Masters of Sex Season 3, Episode 7
“Monkey Business”

Posted by Sage

About 30 seconds after this week’s episode of Masters of Sex came to a close, I was already furiously googling “masters johnson gorilla impotence,” hoping against hope that I’d find some real life precedent for an otherwise inexplicable storyline. Unfortunately, my search did not unearth any instance where the flesh and blood Bill and Virginia treated a flesh and blood ape’s sexual dysfunction, and this blunder is entirely on the writers.

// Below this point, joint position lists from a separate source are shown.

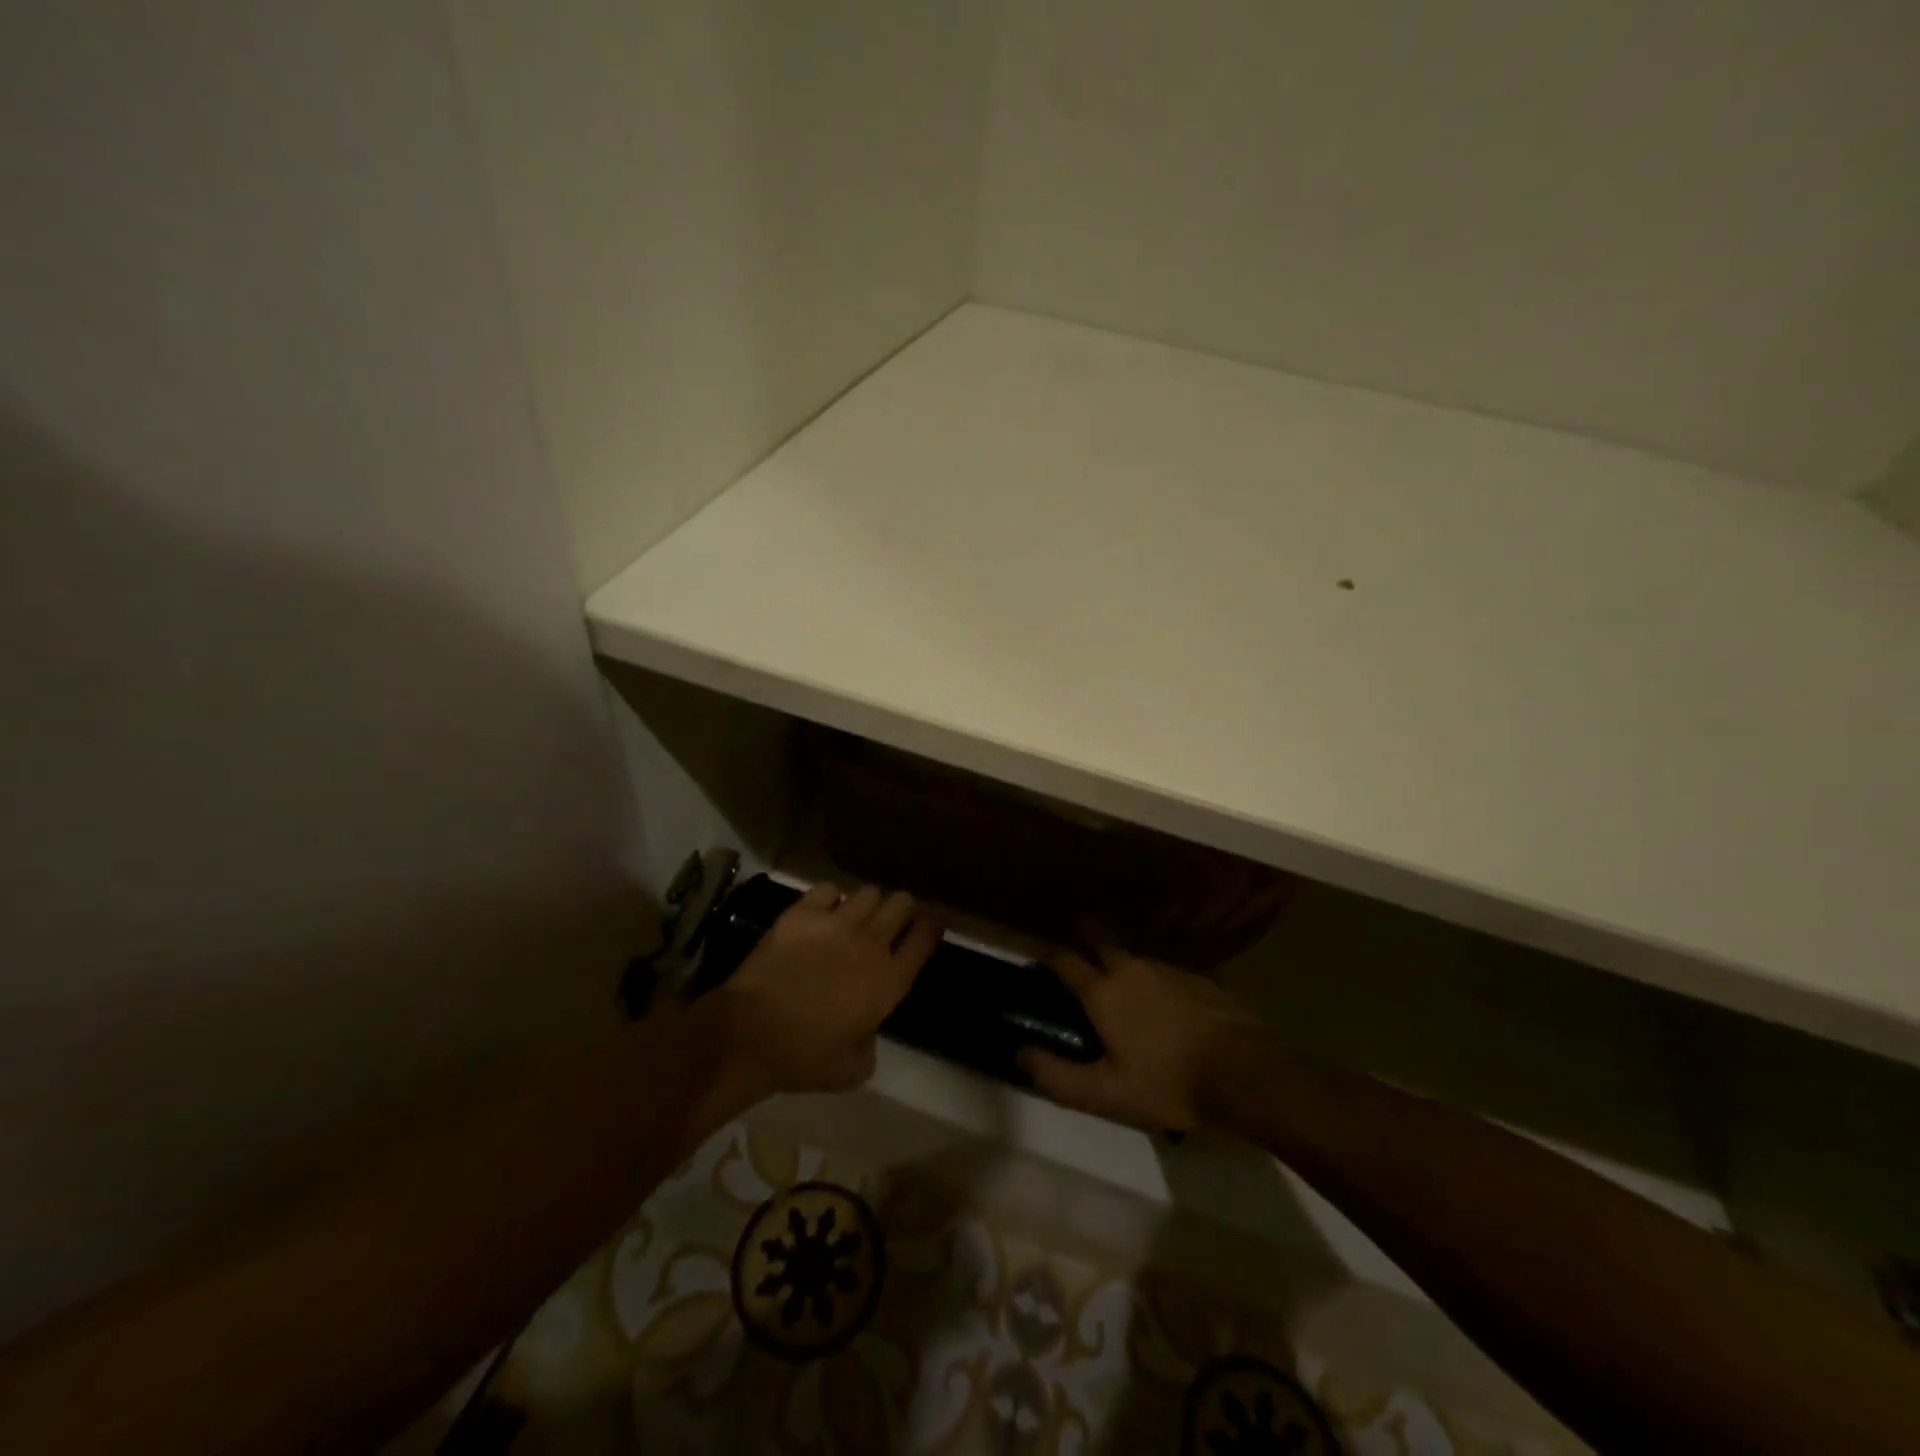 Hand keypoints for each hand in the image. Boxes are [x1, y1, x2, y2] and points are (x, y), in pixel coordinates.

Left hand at [717, 882, 942, 1095]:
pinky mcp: (803, 913)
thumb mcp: (851, 1069)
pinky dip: (829, 898)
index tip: (932, 923)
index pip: (924, 939)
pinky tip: (822, 911)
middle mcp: (871, 943)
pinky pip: (828, 889)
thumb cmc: (804, 1058)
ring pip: (868, 892)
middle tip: (893, 917)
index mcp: (889, 981)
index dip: (931, 927)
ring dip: (868, 903)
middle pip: (901, 904)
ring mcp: (837, 923)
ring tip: (857, 914)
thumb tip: (866, 1031)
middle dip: (902, 908)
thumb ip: (869, 1046)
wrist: (751, 1034)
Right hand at [1017, 942, 1255, 1132]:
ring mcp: (1167, 968)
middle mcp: (1130, 968)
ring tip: (1120, 988)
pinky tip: (1161, 1005)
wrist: (1242, 1072)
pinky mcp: (1196, 977)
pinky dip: (1152, 980)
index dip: (1047, 959)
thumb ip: (1057, 1075)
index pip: (1064, 960)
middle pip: (1099, 939)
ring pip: (1132, 956)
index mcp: (1103, 991)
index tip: (1038, 964)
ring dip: (1119, 963)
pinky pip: (1162, 970)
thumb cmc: (1166, 1082)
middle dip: (1082, 938)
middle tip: (1077, 956)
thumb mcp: (1105, 1093)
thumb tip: (1019, 1052)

Let me lay out an important statistic of this season so far:

Times we’ve seen Bill touch Gini’s breasts: 0

Times we’ve seen Gil the gorilla touch Gini’s breasts: 1

What is wrong with this picture? I don’t want to allege that Masters has lost the plot at this point, because it hasn’t. But the show sure has made some bizarre choices as far as the plot vehicles it’s been using lately are concerned, and the case of the frigid ape is by far the worst. And then they actually had the nerve to call the episode “Monkey Business.” Am I being trolled?

I’m getting heated. Let’s shift our attentions to storylines that make Sage less rage-y.

Betty’s partner Helen (Sarah Silverman) is back in this episode, and she’s consumed with baby fever. While Betty huffs in bed next to her, Helen interprets all her dreams as signs of her fated motherhood and cooks up wild schemes to get herself impregnated. (Unfortunately, Rufus the toaster guy is “saving himself for marriage.”) There weren’t many avenues by which same-sex couples could expand their families back in the ’60s. As Betty succinctly puts it: “No one’s gonna hand over a baby to a couple of middle-aged dykes.” You’d think that Betty would have a leg up on her fellow child-seeking lesbians (and every woman without a man in general) since she works in the country’s most famous sex clinic and for the state’s premiere expert on fertility. But you’d think wrong, because that expert on fertility has decided to be a raging asshole about it. When Betty plies him with vague questions about inseminating single women, Bill lectures his secretary about the hardships of single motherhood. HEY BILL: did you forget that your own father was a withholding monster and that your brilliant partner is raising three children almost entirely on her own? Betty counters Bill’s condescending arguments by reminding him that men can also leave. Or die. Or be shit parents. But the fact of the matter is that Bill is never concerned with what goes on with his patients after his role in their cases is over. He changes the subject to side-step her rationality, before he can remember the existence of women who are gay. 

betty helen

Anyway, the selective misogyny of Bill Masters means nothing to Betty. She sneaks into the clinic with Helen after-hours (and this is a dangerous office to sneak into if one prefers to maintain one’s virgin eyes) to peruse sperm donor files. Helen is more sentimental than her partner, and is crestfallen when faced with the cold and lifeless lists of facts. (“Helen, it’s sperm. WE add the character.”) It’s back to the idea of selecting someone they know, and Betty’s got the perfect candidate. (Sorry, Rufus.) He’s tall, handsome, brilliant, and could not give less of a shit what sexual taboos he’s breaking. In fact, he couldn’t look more flattered. Nice to see you, Austin.